**DATASET EXCERPTS:**
----

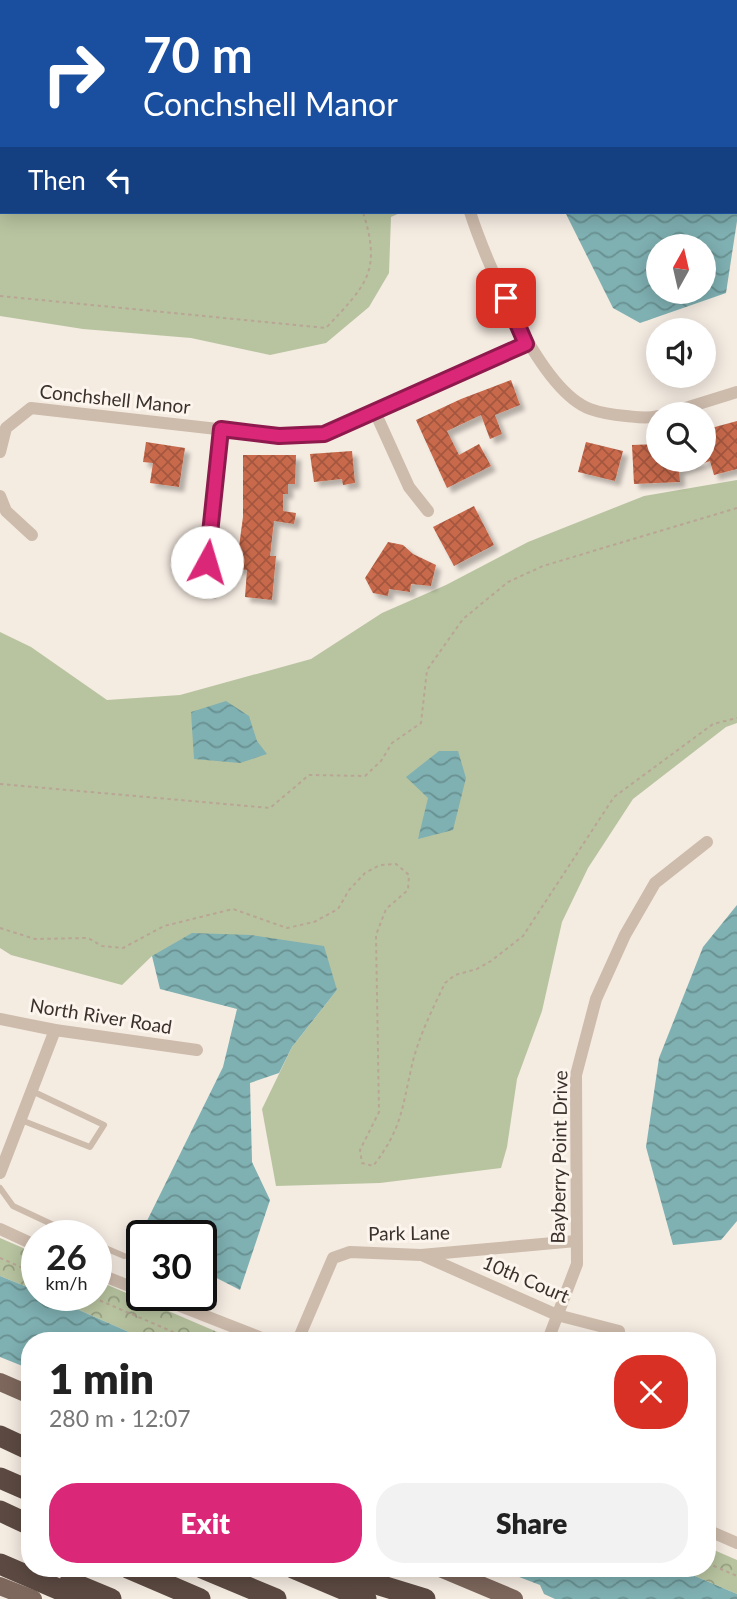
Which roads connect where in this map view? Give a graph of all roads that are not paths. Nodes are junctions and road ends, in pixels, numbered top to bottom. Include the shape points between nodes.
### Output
1 (471, 214) edge
2 (526, 344) junction
3 (737, 392) edge
4 (705, 402) edge
5 (375, 412) junction
6 (646, 419) edge
7 (221, 429) junction
8 (0, 453) edge
9 (0, 496) edge
10 (428, 511) dead end
11 (32, 536) dead end
12 (214, 593) dead end
13 (707, 842) dead end
14 (0, 1019) edge
15 (55, 1031) junction
16 (197, 1050) dead end
17 (32, 1091) junction
18 (21, 1120) junction
19 (0, 1173) edge
20 (0, 1188) edge
21 (43, 1220) edge
22 (0, 1229) edge
23 (21, 1239) edge
24 (576, 1241) junction
25 (112, 1251) edge
26 (421, 1255) junction
27 (124, 1256) dead end
28 (193, 1311) edge
29 (557, 1315) junction
30 (619, 1331) dead end
31 (247, 1332) edge
32 (301, 1332) edge
33 (551, 1332) edge
34 (0, 1382) edge
35 (21, 1391) edge
36 (0, 1436) edge
37 (21, 1446) edge
38 (0, 1478) edge
39 (21, 1487) edge
40 (0, 1511) edge
41 (21, 1521) edge
42 (716, 1534) edge
43 (737, 1543) edge
44 (0, 1553) edge
45 (21, 1561) edge
46 (0, 1564) edge
47 (21, 1573) edge
48 (30, 1577) edge
49 (58, 1577) edge
50 (149, 1577) edge
51 (223, 1577) edge
52 (314, 1577) edge
53 (353, 1577) edge
54 (461, 1577) edge
55 (0, 1586) edge
56 (33, 1599) edge
57 (81, 1599) edge
58 (111, 1599) edge
59 (200, 1599) edge
60 (276, 1599) edge
61 (366, 1599) edge
62 (425, 1599) edge
63 (514, 1599) edge

1 - 2 street
2 - 5 street, Conchshell Manor
2 - 6 street via 587,408
3 - 4 street
5 - 7 street, Conchshell Manor via 324,434 279,436
5 - 10 street via 409,487
7 - 8 street, Conchshell Manor via 31,408 6,428
7 - 12 street via 207,562
9 - 11 street via 6,512
13 - 24 street, Bayberry Point Drive via 655,883 625,934 596,999 576,1075
14 - 15 street, North River Road
15 - 16 street, North River Road
15 - 17 street
17 - 18 street
17 - 18 lane via 104,1125 90,1147
18 - 19 street
20 - 21 lane via 13,1206
22 - 23 street
24 - 26 street, Park Lane
24 - 29 street, Bayberry Point Drive via 577,1264
25 - 27 lane
26 - 29 street, 10th Court
26 - 32 street, Park Lane via 350,1252 333,1258
28 - 31 street
29 - 30 street, 10th Court
29 - 33 street, Bayberry Point Drive
34 - 35 main road
36 - 37 highway
38 - 39 highway
40 - 41 highway
42 - 43 street
44 - 45 highway
46 - 47 highway
48 - 57 highway
49 - 58 highway
50 - 59 highway
51 - 60 highway
52 - 61 highway
53 - 62 highway
54 - 63 main road
55 - 56 main road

----

**BRIEF:**
Apart from the pictures, return the records exactly.

**ANSWER FOR THIS EXERCISE:**
Which roads connect where in this map view? Give a graph of all roads that are not paths. Nodes are junctions and road ends, in pixels, numbered top to bottom. Include the shape points between nodes.
### Output
1 (471, 214) edge
2 (526, 344) junction
3 (737, 392) edge
4 (705, 402) edge
5 (375, 412) junction
6 (646, 419) edge
7 (221, 429) junction
8 (0, 453) edge
9 (0, 496) edge
10 (428, 511) dead end
11 (32, 536) dead end
12 (214, 593) dead end
13 (707, 842) dead end
14 (0, 1019) edge
15 (55, 1031) junction
16 (197, 1050) dead end
17 (32, 1091) junction
18 (21, 1120) junction
19 (0, 1173) edge
20 (0, 1188) edge
21 (43, 1220) edge
22 (0, 1229) edge
23 (21, 1239) edge
24 (576, 1241) junction
25 (112, 1251) edge
26 (421, 1255) junction
27 (124, 1256) dead end
28 (193, 1311) edge
29 (557, 1315) junction
30 (619, 1331) dead end
31 (247, 1332) edge
32 (301, 1332) edge
33 (551, 1332) edge
34 (0, 1382) edge
35 (21, 1391) edge
36 (0, 1436) edge
37 (21, 1446) edge
38 (0, 1478) edge
39 (21, 1487) edge
40 (0, 1511) edge
41 (21, 1521) edge
42 (716, 1534) edge
43 (737, 1543) edge
44 (0, 1553) edge
45 (21, 1561) edge
46 (0, 1564) edge
47 (21, 1573) edge
48 (30, 1577) edge
49 (58, 1577) edge
50 (149, 1577) edge
51 (223, 1577) edge
52 (314, 1577) edge
53 (353, 1577) edge
54 (461, 1577) edge
55 (0, 1586) edge
56 (33, 1599) edge
57 (81, 1599) edge
58 (111, 1599) edge
59 (200, 1599) edge
60 (276, 1599) edge
61 (366, 1599) edge
62 (425, 1599) edge
63 (514, 1599) edge

1 - 2 street
2 - 5 street, Conchshell Manor
2 - 6 street via 587,408
3 - 4 street
5 - 7 street, Conchshell Manor via 324,434 279,436
5 - 10 street via 409,487
7 - 8 street, Conchshell Manor via 31,408 6,428
7 - 12 street via 207,562
9 - 11 street via 6,512
13 - 24 street, Bayberry Point Drive via 655,883 625,934 596,999 576,1075
14 - 15 street, North River Road
15 - 16 street, North River Road
15 - 17 street
17 - 18 street
17 - 18 lane via 104,1125 90,1147
18 - 19 street
20 - 21 lane via 13,1206
22 - 23 street
24 - 26 street, Park Lane
24 - 29 street, Bayberry Point Drive via 577,1264
25 - 27 lane
26 - 29 street, 10th Court
26 - 32 street, Park Lane via 350,1252 333,1258
28 - 31 street
29 - 30 street, 10th Court
29 - 33 street, Bayberry Point Drive
34 - 35 main road
36 - 37 highway
38 - 39 highway
40 - 41 highway
42 - 43 street
44 - 45 highway
46 - 47 highway
48 - 57 highway
49 - 58 highway
50 - 59 highway
51 - 60 highway
52 - 61 highway
53 - 62 highway
54 - 63 main road
55 - 56 main road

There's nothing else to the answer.